**Data**
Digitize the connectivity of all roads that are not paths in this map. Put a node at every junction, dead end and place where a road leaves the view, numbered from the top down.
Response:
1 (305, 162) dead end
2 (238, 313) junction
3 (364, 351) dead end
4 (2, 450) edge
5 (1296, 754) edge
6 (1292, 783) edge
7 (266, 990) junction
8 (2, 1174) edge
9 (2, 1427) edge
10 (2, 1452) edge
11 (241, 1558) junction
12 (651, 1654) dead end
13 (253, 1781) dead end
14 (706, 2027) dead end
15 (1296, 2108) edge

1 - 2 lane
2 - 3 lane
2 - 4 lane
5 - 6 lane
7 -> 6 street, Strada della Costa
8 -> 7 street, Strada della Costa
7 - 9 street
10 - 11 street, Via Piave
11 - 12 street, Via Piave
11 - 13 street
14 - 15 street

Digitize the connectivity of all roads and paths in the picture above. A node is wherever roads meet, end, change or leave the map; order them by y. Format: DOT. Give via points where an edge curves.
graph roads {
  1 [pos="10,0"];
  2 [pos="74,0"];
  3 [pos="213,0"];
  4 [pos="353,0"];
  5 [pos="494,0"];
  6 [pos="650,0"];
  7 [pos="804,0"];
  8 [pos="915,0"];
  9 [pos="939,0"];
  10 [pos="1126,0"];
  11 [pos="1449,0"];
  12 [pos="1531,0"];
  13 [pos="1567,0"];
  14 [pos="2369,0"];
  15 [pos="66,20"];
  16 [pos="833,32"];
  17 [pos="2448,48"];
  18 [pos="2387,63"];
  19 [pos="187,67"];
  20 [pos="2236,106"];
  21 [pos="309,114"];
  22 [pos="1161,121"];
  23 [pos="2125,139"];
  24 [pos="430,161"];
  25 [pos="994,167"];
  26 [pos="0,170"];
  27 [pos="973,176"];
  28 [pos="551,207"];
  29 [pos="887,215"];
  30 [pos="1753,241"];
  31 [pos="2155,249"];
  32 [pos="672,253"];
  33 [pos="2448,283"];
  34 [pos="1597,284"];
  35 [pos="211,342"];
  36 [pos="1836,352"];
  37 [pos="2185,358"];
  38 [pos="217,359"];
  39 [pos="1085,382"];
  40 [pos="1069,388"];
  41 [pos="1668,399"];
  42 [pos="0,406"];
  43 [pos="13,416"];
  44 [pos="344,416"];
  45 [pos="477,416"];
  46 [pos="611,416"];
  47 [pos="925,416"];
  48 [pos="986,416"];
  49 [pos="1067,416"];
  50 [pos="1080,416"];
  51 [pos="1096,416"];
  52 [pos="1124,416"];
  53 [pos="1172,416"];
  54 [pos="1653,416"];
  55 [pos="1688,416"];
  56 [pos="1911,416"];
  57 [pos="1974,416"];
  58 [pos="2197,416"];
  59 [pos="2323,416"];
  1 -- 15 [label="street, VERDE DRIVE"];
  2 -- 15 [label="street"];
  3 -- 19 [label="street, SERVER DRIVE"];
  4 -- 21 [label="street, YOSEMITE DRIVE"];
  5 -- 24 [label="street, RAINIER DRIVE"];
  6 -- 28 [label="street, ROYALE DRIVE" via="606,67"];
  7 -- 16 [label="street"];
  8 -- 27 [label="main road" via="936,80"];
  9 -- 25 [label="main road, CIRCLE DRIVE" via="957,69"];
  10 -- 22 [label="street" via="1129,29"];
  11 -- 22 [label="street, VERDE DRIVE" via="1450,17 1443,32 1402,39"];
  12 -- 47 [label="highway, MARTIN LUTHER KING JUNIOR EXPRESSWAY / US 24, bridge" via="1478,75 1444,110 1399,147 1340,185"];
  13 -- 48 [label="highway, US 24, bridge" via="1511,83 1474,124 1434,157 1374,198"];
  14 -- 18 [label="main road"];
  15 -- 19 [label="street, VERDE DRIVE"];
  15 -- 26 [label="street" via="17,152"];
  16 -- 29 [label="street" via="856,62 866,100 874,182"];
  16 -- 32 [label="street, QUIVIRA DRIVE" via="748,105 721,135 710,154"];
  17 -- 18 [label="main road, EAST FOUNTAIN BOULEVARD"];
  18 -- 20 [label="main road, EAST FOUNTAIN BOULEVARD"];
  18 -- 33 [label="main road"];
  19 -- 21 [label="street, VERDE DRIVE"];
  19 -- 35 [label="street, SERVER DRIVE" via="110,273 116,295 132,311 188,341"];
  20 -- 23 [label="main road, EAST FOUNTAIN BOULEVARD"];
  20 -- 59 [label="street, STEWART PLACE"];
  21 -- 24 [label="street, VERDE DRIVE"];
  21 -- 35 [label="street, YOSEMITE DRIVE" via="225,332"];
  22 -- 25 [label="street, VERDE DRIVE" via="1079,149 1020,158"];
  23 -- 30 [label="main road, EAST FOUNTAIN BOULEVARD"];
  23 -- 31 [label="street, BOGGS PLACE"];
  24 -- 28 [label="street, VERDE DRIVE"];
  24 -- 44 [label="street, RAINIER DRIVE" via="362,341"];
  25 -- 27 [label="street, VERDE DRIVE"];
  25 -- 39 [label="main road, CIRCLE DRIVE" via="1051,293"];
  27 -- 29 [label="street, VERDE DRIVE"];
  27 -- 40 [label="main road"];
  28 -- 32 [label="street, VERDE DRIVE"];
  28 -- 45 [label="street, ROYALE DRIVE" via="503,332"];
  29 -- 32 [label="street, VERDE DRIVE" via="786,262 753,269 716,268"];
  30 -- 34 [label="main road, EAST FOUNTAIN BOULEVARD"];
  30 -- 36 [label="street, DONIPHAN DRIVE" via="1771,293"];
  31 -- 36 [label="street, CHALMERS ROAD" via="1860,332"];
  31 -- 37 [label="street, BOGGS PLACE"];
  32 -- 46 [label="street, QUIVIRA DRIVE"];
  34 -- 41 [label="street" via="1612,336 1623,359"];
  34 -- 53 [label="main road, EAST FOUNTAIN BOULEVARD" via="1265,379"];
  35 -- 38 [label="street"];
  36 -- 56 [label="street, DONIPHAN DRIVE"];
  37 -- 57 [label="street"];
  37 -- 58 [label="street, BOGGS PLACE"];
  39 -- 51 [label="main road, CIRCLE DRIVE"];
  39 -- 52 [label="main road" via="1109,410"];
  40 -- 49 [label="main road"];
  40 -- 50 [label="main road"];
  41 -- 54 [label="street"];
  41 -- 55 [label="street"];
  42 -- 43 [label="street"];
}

**Exercise objective**
Show each line of the records above containing "dead".

**Answer to this problem**
Digitize the connectivity of all roads that are not paths in this map. Put a node at every junction, dead end and place where a road leaves the view, numbered from the top down.
1 (305, 162) dead end
3 (364, 351) dead end
12 (651, 1654) dead end
13 (253, 1781) dead end
14 (706, 2027) dead end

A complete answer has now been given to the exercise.